Stored data entries:
╭──

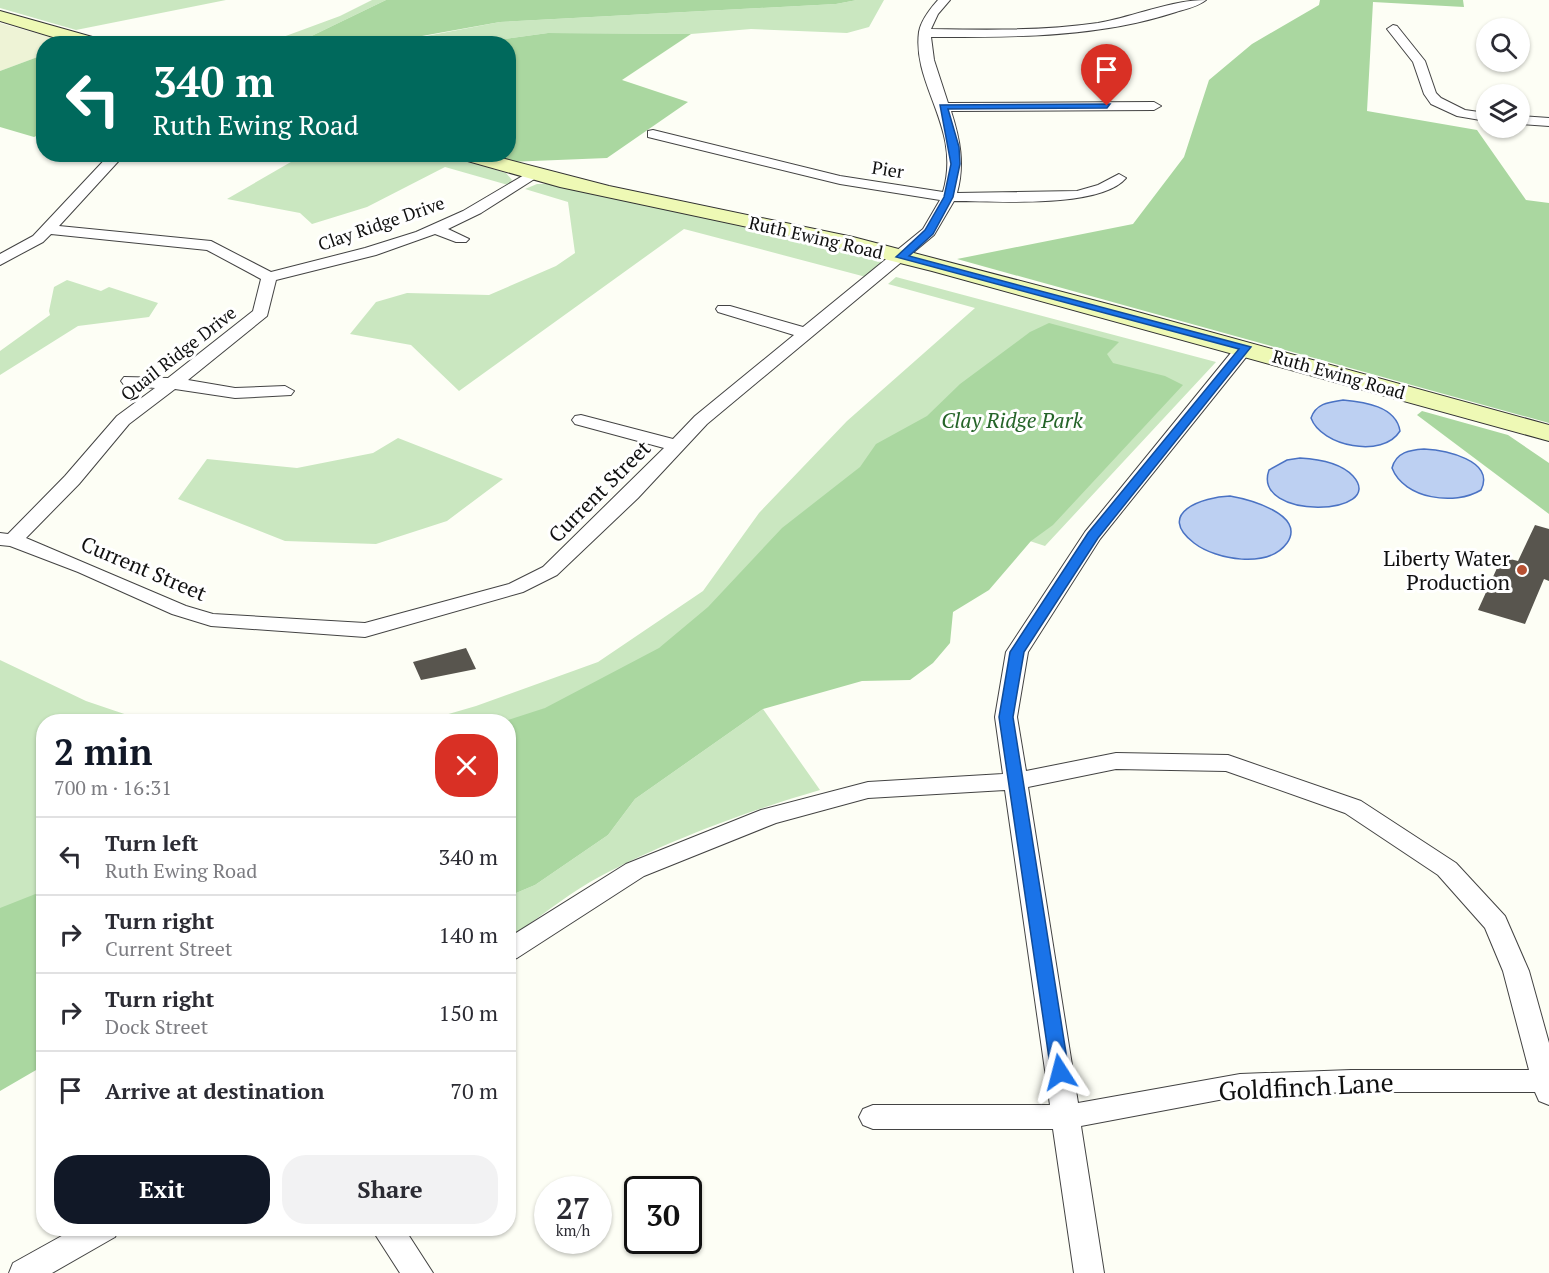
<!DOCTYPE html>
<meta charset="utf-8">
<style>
:root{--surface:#fff;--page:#f2f2f3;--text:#2b2b33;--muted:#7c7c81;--line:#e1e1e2;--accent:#111827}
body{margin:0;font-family:"PT Serif",serif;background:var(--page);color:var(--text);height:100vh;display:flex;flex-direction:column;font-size:22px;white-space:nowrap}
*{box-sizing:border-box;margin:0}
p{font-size:20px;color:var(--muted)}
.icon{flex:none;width:33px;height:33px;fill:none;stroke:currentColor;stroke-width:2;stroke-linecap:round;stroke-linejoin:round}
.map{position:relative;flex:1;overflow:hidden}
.panel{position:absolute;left:36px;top:714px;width:480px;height:522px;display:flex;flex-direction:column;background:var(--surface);border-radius:24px;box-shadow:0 2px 4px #0004}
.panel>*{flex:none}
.hud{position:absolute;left:36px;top:36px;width:480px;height:126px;border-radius:24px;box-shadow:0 2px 4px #0004;background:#00695c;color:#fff;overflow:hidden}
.tools{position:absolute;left:1476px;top:18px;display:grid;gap:12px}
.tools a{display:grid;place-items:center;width:54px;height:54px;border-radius:50%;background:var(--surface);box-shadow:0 2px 4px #0004;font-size:30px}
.speed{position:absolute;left:534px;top:1176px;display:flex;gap:12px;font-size:30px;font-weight:700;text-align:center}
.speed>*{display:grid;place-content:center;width:78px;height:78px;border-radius:50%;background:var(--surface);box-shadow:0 2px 4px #0004;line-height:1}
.speed small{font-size:15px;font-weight:400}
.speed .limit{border:3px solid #111;border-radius:9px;background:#fff;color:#111}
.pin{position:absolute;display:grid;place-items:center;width:51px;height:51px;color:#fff;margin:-62px -26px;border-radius:50% 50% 50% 0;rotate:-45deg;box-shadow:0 0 6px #0007}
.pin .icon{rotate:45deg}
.me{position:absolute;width:66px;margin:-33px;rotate:351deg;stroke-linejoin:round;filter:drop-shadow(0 0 4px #0008)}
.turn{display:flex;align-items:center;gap:21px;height:126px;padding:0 18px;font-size:27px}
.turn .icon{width:78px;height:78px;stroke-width:2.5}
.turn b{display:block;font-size:42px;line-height:51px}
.round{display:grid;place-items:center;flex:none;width:63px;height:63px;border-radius:24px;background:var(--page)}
.summary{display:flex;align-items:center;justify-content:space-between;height:102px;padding:0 18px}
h1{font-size:36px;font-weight:800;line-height:45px;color:var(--accent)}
.primary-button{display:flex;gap:12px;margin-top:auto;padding:12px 18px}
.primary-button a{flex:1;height:69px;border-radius:24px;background:var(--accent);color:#fff;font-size:24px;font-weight:800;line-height:69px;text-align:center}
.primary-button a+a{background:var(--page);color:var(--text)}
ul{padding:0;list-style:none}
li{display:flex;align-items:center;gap:18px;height:78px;padding:0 18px;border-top:2px solid var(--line)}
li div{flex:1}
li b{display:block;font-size:22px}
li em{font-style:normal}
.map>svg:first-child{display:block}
</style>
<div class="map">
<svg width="1549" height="1273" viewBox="0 0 1549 1273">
<rect width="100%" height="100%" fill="#fdfef5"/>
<path fill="#eef3d6" d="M0 23 71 43 44 44 43 55 0 71Z"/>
<path fill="#cae7c0" d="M0 0H226L76 30 0 8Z
M372 0H386L297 43 264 44 340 16Z
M857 0H884L869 27 847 33 751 29 691 34 548 33 467 44H384L500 22 836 4Z
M303 155H447L506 173 512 180 508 185 445 167 367 207 312 224 300 213 227 199Z
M537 184H548L866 251 882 261 866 277 684 229 459 391 411 345 350 334 376 302 407 293 489 295 556 266 575 253 568 202 525 189Z
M896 277 1216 362 1045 546 902 499 775 625 508 722H421L476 706 598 662 703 591 759 513 847 421 975 308 888 284Z
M67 280 101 291 109 287 158 303 149 317 78 326 0 375V351L50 315 49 311 54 287Z
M398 438 503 479 447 521 376 544 285 541 178 499 207 459 297 468 373 453Z
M0 660 86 701 145 721 44 722 43 954 0 973Z
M763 709 820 790C747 811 656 845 590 882 563 898 537 919 511 937L509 935V896L535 885 608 835 635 799Z"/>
<path fill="#aad7a0" d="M386 0H857L836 4 500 22 383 43H297Z
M1320 0H1463L1464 7 1373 2 1367 111 1477 130 1526 200 1549 203V423L957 259 1133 224 1184 157 1209 80 1252 44 1319 5Z
M548 33 691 34 622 80 688 102 607 158 506 162 481 155 508 154V44H467Z
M43 55V133L34 137 0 127V71Z
M1049 323 1119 342 1107 354 1113 363 1165 376 1183 385 1053 525 1031 541 989 590 953 612 950 643 933 663 910 680 862 681 763 709 635 799 608 835 535 885 509 896 508 722 505 721 545 708 659 648 708 607 782 528 860 467 876 444 927 416 960 384 1030 332Z
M1422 411 1508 435 1549 463V514L1417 415Z
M43 891V1066L0 1091V908Z"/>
<path fill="#bdd0f2" stroke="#4a72c3" stroke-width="1.5" d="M1343 400C1364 402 1396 406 1400 431 1383 459 1321 446 1311 418 1316 403 1330 402 1343 400Z
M1424 449C1444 450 1496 460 1481 490 1455 506 1404 499 1392 468 1396 452 1410 450 1424 449Z
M1300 458C1318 459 1340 462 1353 476 1389 516 1251 521 1269 470L1287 460Z
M1230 496C1247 499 1307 514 1287 543 1268 569 1216 560 1194 543 1155 513 1203 497 1230 496Z"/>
<path fill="#58554e" d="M1535 525 1549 529V581L1544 579 1525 624 1478 610 1502 557 1518 561Z
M466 648 476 669 421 680 413 662Z"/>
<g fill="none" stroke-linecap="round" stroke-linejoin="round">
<defs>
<path id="street" d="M938 0H950L938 14 931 29C987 30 1043 31 1098 23 1133 17 1171 0 1206 0 1199 6 1186 9 1176 12 1097 38 1013 37 931 37L934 60 948 103 1154 102 1161 106 1154 110 951 111C960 139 965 164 957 193L1077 191 1098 185 1119 174 1126 178C1100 209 993 201 954 201L934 235 707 424 638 498 557 575 523 592 365 637 211 626 172 614 78 572 10 546 0 545V533L8 534 65 476 117 416 155 388 124 385 121 381 124 377 168 378 253 311 261 279 207 250 51 234 43 242 0 265V254L33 236 110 154H125L59 226 211 241 271 272 365 248 416 232 463 211 531 171 536 172V178L481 213 448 229 469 239 466 242H456L435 234 376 255 276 280 267 316 188 380 235 388 285 386 294 391 291 395 235 398 175 389 129 424 79 484 26 538 186 606 213 614 365 623 509 584 543 567 664 448 575 424 572 420 575 416 581 415 673 439 695 416 794 335 718 312 716 309 718 306H730L803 327 923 229 940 200 840 184 648 137V131L653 130 840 176 943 192C962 128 912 86 919 32 921 20 930 9 938 0Z
M1393 25 1397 26 1425 61 1436 93 1441 98 1465 110 1486 113V121L1457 116 1431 104 1424 94 1413 62 1387 29Z
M1520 116 1549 118V126L1520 124Z
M1245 342 1253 347 1251 351 1100 539 1028 652 1017 717 1026 771 1116 753 1228 755 1361 801 1456 863 1505 916 1529 971 1549 1043V1105L1539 1101 1535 1092H1351L1240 1096 1081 1126 1104 1273H1074L1053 1129H873L863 1125 859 1117 863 1109 873 1105H1050L1005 790 868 798 776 823 644 876 517 958 508 961V938L626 864 761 810 868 782 1003 774 995 717 1006 652 1085 532 1239 343ZM1116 769 1226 771 1345 813 1438 875 1485 928 1503 971 1529 1070H1351L1240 1074 1078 1103 1028 787Z
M76 1228H119L115 1237 52 1273H9L13 1263Z
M371 1228H404L433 1273H400Z"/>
<path id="secondary" d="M0 11 103 40 105 44H76L0 21Z
M454 154H486L609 186 853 237 1123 308 1549 425V441L932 271 804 239 560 187 457 158Z"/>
</defs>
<use href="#street" stroke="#434343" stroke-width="2"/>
<use href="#secondary" stroke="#323232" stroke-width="2"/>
<use href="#street" fill="#fff" fill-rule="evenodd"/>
<use href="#secondary" fill="#eef9b5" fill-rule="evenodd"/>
</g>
<path fill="#1a73e8" stroke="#114b97" stroke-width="1.5" d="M1110 104 1107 108 948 109 959 147 960 164 953 197 933 234 909 256 1251 347 1098 538 1024 652 1013 717 1069 1072 1067 1078 1060 1080 1054 1078 1051 1072 999 717 1010 652 1088 533 1239 349 896 257 925 230 944 197 951 164 940 105Z"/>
<circle fill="#b75032" stroke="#fff" stroke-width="2" cx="1522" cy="570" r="6"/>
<g text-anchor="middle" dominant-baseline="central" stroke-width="6" stroke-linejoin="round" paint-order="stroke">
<g font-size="18" fill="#101010" stroke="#fff">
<text transform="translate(888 169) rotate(9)">Pier</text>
<text transform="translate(381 223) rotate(-19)">Clay Ridge Drive</text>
<text transform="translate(816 237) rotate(13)">Ruth Ewing Road</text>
<text transform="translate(178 353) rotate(-38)">Quail Ridge Drive</text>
<text transform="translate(1339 374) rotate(16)">Ruth Ewing Road</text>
</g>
<g font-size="21" font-style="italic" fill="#256429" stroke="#fff">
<text x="1012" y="420">Clay Ridge Park</text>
</g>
<g font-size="21" fill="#101010" stroke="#fff">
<text transform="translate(599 491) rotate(-45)">Current Street</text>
<text transform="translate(144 568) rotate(23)">Current Street</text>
</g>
<g font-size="21" fill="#101010" stroke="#fff" text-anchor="end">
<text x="1510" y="558">Liberty Water<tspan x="1510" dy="24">Production</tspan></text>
</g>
<g font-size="26" fill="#101010" stroke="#fff">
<text transform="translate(1306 1086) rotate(-3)">Goldfinch Lane</text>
</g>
</g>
</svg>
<div class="tools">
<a><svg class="icon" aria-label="search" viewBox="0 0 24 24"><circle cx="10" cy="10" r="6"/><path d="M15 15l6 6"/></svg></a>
<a><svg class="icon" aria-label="layers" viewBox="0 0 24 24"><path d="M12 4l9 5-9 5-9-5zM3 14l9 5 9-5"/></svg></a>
</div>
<div class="speed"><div>27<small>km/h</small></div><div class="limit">30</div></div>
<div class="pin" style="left:1107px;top:106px;background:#d93025"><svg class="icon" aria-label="arrive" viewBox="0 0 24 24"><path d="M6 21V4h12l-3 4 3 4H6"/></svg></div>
<svg class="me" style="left:1060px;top:1072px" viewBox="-20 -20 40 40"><path d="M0-17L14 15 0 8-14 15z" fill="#1a73e8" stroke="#fff" stroke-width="4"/></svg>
<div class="hud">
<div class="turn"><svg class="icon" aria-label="left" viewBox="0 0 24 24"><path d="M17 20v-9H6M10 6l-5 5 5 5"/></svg><div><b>340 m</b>Ruth Ewing Road</div></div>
</div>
<section class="panel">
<div class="summary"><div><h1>2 min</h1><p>700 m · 16:31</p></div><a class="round" style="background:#d93025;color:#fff"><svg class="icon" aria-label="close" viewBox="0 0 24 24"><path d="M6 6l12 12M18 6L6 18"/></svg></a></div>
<ul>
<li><svg class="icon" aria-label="left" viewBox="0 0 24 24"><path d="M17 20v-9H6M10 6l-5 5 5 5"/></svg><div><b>Turn left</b><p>Ruth Ewing Road</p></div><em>340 m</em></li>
<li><svg class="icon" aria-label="right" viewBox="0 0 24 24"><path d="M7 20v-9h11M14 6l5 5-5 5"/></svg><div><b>Turn right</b><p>Current Street</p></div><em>140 m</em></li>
<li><svg class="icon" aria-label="right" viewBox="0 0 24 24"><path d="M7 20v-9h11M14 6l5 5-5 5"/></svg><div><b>Turn right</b><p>Dock Street</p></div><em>150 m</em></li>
<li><svg class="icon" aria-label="arrive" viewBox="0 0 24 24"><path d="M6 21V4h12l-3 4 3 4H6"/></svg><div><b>Arrive at destination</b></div><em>70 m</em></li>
</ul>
<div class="primary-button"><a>Exit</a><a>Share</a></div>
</section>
</div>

╰──

▸ **What to do**:
Each line that includes the string "direction" should be copied from the data.

▸ **Result of this exercise**:
body{margin:0;font-family:"PT Serif",serif;background:var(--page);color:var(--text);height:100vh;display:flex;flex-direction:column;font-size:22px;white-space:nowrap}
.panel{position:absolute;left:36px;top:714px;width:480px;height:522px;display:flex;flex-direction:column;background:var(--surface);border-radius:24px;box-shadow:0 2px 4px #0004}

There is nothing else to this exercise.